● YOUR INSTRUCTIONS: Exactly those lines that run from the one containing "Which roads connect" through the last line of the entries below should be printed, and no others.

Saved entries
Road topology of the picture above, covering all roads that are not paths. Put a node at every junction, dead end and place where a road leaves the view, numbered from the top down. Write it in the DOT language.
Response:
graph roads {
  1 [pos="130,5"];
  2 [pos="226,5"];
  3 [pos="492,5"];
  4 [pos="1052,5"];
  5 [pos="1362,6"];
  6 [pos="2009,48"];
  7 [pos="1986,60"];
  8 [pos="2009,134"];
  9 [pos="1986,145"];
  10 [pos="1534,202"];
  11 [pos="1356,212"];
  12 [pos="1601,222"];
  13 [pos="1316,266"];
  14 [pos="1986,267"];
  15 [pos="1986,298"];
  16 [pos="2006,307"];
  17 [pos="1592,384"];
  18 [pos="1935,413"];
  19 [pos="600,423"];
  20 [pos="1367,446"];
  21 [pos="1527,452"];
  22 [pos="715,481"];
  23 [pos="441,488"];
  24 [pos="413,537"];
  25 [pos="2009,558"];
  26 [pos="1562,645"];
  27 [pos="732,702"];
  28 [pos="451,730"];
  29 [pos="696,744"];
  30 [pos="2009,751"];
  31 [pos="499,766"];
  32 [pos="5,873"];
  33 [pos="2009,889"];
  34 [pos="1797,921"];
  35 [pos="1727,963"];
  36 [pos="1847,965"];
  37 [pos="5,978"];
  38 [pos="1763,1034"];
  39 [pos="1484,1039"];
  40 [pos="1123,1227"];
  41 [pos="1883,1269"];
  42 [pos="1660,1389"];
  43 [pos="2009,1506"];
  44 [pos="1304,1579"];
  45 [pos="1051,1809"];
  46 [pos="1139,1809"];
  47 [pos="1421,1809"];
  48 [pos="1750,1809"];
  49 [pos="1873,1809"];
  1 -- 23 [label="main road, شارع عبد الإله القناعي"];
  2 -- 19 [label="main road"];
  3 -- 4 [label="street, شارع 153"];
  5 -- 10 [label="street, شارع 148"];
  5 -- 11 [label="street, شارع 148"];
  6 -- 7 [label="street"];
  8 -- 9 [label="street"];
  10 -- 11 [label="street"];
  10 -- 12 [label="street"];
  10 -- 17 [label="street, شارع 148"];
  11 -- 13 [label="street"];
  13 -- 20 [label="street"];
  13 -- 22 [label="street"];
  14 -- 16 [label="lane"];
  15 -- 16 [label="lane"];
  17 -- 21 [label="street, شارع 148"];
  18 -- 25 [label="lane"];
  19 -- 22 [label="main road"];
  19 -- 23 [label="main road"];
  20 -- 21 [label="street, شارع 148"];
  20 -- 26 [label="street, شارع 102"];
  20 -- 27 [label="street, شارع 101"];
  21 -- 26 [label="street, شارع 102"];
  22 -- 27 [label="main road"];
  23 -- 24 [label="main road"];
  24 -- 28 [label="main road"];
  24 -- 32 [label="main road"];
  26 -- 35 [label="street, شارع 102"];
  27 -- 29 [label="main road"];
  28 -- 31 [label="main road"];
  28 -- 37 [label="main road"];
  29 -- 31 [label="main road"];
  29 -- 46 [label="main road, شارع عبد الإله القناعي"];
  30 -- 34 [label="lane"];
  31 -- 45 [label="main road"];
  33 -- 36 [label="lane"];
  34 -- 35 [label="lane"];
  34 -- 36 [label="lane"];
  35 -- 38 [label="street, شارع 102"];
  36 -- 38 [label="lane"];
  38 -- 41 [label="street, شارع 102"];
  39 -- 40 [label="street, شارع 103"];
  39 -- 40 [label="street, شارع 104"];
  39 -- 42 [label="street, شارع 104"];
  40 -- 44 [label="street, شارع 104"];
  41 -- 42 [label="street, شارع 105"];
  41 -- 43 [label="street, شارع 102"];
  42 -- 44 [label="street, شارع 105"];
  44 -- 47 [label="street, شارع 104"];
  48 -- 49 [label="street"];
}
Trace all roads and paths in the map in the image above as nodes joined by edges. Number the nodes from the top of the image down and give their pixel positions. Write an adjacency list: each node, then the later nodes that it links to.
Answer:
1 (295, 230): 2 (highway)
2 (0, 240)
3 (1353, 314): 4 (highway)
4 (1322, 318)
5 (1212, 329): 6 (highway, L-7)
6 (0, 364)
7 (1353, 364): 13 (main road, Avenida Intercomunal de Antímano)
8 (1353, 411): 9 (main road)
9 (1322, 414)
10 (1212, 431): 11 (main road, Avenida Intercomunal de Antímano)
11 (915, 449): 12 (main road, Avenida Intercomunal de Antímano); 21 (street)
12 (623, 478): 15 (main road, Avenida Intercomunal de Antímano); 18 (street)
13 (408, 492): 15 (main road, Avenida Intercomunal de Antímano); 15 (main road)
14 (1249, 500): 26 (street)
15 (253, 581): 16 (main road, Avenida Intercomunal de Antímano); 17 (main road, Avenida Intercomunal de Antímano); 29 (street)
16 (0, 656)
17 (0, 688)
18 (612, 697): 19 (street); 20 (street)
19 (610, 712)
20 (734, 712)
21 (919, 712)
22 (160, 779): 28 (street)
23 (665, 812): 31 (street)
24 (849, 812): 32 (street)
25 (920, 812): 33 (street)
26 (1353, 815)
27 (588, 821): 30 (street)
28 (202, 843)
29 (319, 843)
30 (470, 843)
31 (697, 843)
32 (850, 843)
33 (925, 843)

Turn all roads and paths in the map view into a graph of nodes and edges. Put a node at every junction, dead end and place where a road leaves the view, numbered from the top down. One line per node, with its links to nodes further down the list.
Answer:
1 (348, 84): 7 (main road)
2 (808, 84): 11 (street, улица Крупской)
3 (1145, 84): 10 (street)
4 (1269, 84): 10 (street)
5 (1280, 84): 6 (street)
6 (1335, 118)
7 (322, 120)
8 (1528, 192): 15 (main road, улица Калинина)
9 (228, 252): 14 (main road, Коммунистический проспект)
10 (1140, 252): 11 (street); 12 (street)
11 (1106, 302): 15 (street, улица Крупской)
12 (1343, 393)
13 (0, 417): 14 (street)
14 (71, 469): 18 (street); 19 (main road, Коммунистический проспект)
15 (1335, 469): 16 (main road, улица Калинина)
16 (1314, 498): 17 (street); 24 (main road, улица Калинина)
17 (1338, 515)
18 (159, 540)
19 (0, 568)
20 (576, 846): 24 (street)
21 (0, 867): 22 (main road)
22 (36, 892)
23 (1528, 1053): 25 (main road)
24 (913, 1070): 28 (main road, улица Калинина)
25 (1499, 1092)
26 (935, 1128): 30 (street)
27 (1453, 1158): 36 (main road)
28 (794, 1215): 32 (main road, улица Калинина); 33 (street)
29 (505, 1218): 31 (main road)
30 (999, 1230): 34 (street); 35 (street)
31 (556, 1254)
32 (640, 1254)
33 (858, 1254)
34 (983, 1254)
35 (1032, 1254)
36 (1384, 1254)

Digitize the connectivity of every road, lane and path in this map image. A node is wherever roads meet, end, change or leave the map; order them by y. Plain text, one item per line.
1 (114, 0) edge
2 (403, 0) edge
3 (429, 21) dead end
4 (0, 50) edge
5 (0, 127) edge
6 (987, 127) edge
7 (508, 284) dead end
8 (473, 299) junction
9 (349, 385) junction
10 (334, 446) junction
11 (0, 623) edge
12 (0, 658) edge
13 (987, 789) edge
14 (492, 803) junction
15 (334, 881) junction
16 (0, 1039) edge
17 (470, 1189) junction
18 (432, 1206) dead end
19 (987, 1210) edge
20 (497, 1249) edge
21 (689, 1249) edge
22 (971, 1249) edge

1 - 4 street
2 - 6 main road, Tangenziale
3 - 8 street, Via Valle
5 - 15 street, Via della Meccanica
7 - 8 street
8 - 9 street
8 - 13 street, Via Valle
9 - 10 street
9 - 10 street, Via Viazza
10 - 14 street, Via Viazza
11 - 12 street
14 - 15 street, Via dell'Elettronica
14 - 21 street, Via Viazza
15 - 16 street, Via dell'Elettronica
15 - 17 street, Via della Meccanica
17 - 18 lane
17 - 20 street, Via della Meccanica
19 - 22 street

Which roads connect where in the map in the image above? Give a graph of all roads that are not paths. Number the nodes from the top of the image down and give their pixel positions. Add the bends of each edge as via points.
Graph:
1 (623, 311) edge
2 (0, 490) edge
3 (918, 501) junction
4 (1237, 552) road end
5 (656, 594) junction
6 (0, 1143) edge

● RESULT BELOW:
Which roads connect where in the map in the image above? Give a graph of all roads that are not paths. Number the nodes from the top of the image down and give their pixel positions. Add the bends of each edge as via points.
Graph:
1 (623, 311) edge
2 (0, 490) edge
3 (918, 501) junction
4 (1237, 552) road end
5 (656, 594) junction
6 (0, 1143) edge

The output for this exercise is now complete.